My opinion is that the market is already crowded and for Esterbrook to succeed, it would have to steal market share from the other brands and that would probably lead to one of the smaller guys being pushed out of the market – and being careful that Esterbrook itself isn’t the one that gets pushed out. That is a hard thing to pull off but it’s theoretically possible.

The second part of the question is whether Esterbrook – whether Rosenberg – could actually pull it off, and I’m much more negative about this.

First, the relaunch has been a disaster and building the reputation is probably turning out to be something that is much more difficult than expected. Although the brand definitely has a history, I’m not sure that it can be said to have a reputation – I doubt many consumers will recognise the name of a pen company that folded around 40 years ago. Everything depends on the ability of Rosenberg to transform Esterbrook’s history into reputation, and I can see little evidence of that happening so far.

Second, I think there’s a real question of whether you need the support of the enthusiast community to build a brand that sells primarily into the B&M stores. Obviously Rosenberg feels he can tell us to go straight to hell – and maybe that’s true. But it seems like it might’ve been a smarter idea to work with the community and have them evangelise for you – providing some much-needed feedback on product design, and early revenue to sustain the business while growing the distribution network. But my feeling is that Rosenberg is arrogant; he seems to believe that he knows best and working with the community is a waste of time. So be it. I’m obviously negative on Rosenberg’s ability to make this transformation (especially when the online environment is so incredibly hostile) but I’m not going to say failure is a foregone conclusion.

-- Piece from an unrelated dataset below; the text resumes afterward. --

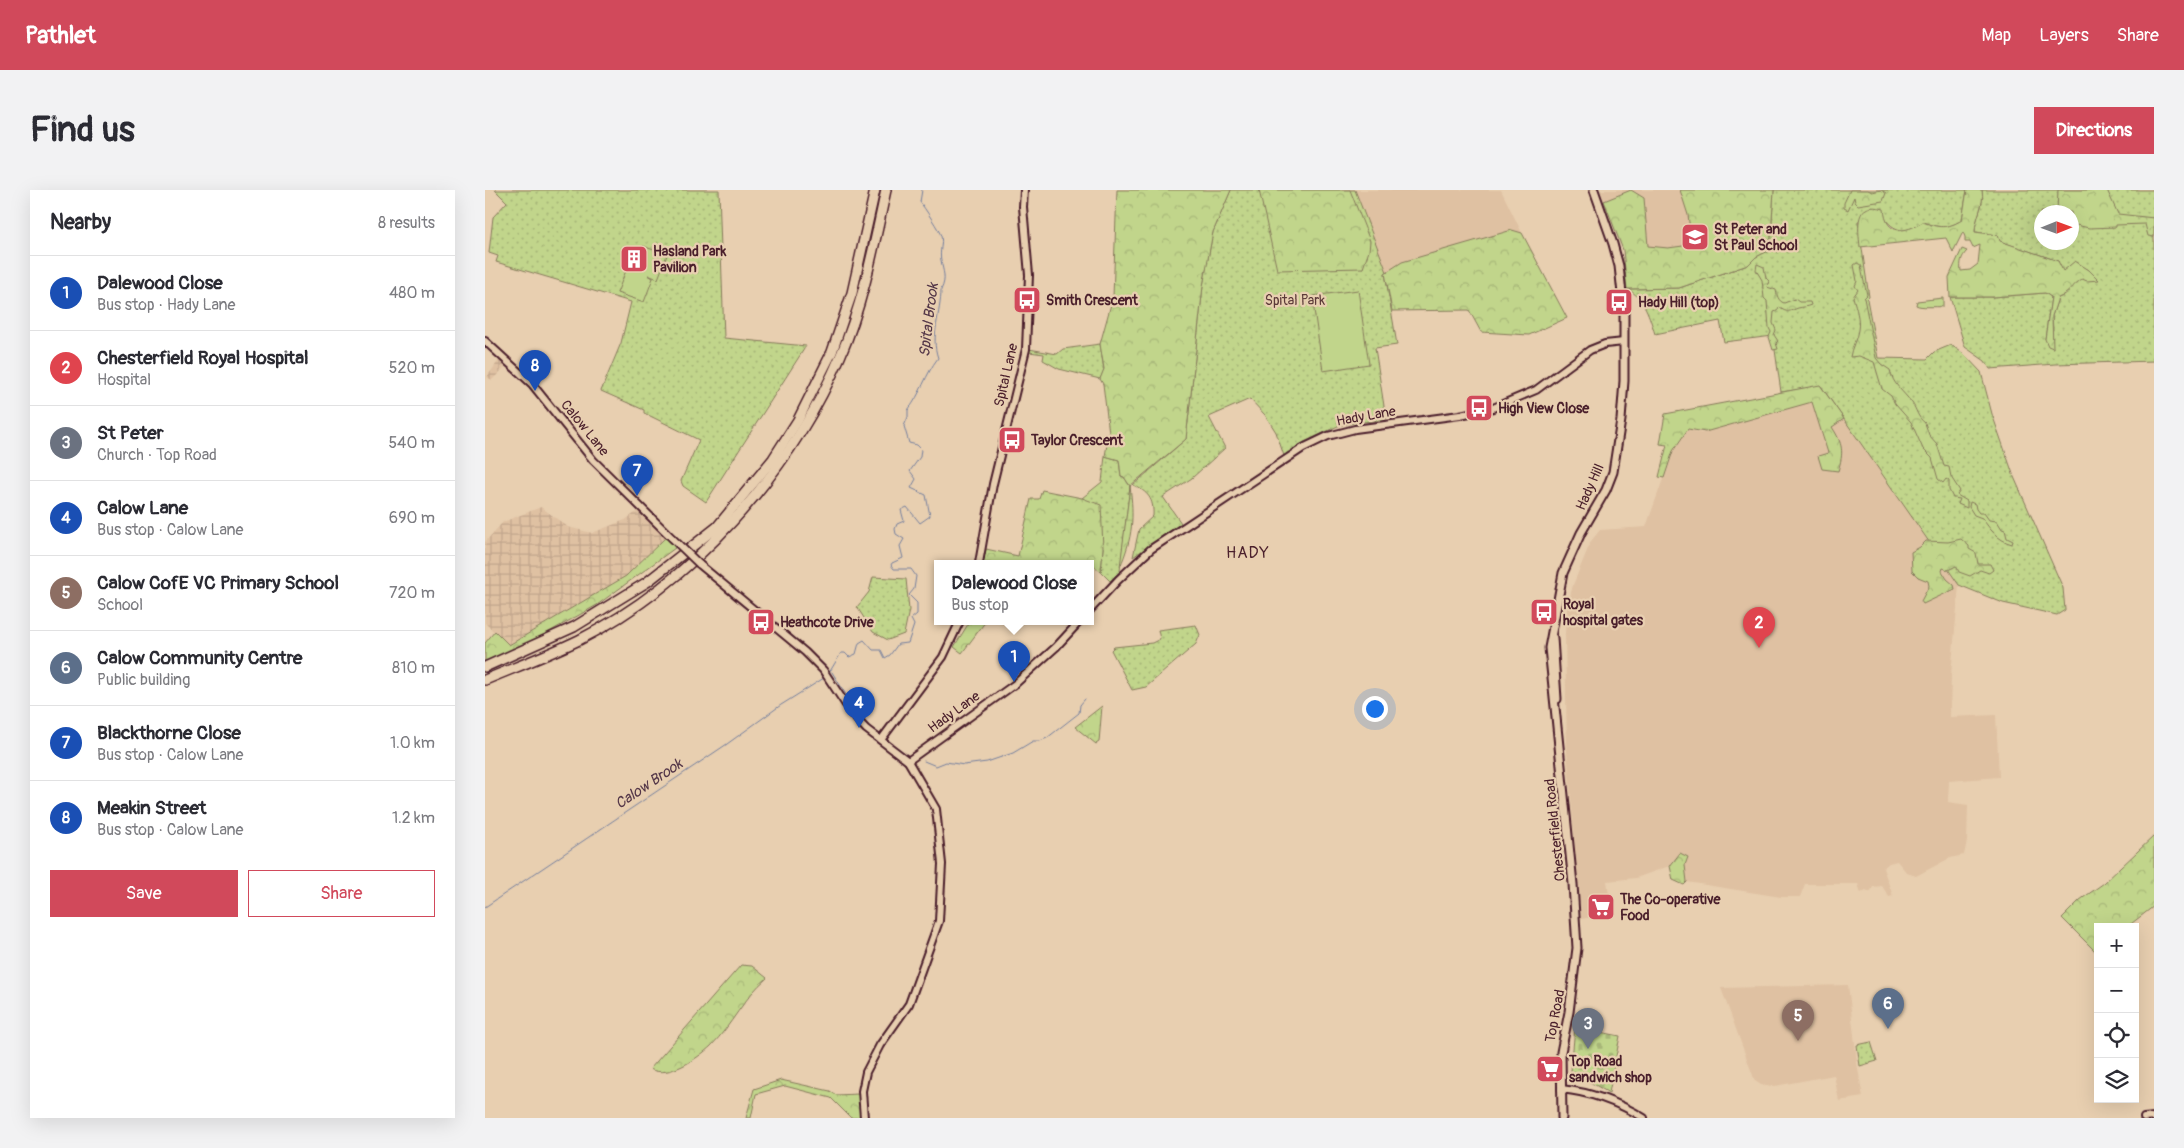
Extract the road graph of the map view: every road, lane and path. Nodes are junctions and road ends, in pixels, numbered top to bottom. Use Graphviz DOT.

I’ve already been wrong on Esterbrook once and maybe I’ll be wrong again, but I don’t see this working out for them. Sure, the business is actually more competitive than I originally thought; there is definitely a business case here and I would say a reasonable chance such a strategy could lead to a multimillion-dollar payday. But while I can respect the strategy, I don’t see Rosenberg as having the ability or temperament to pull it off: he’s a bully who threatens people and lets his emotions get in the way of good decision-making. It’s hard to imagine someone with that kind of disposition convincing the market that his brand, virtually unknown beyond the enthusiast community, is worthy of their trust and respect. I guess we’ll soon find out if I’ve been wrong again.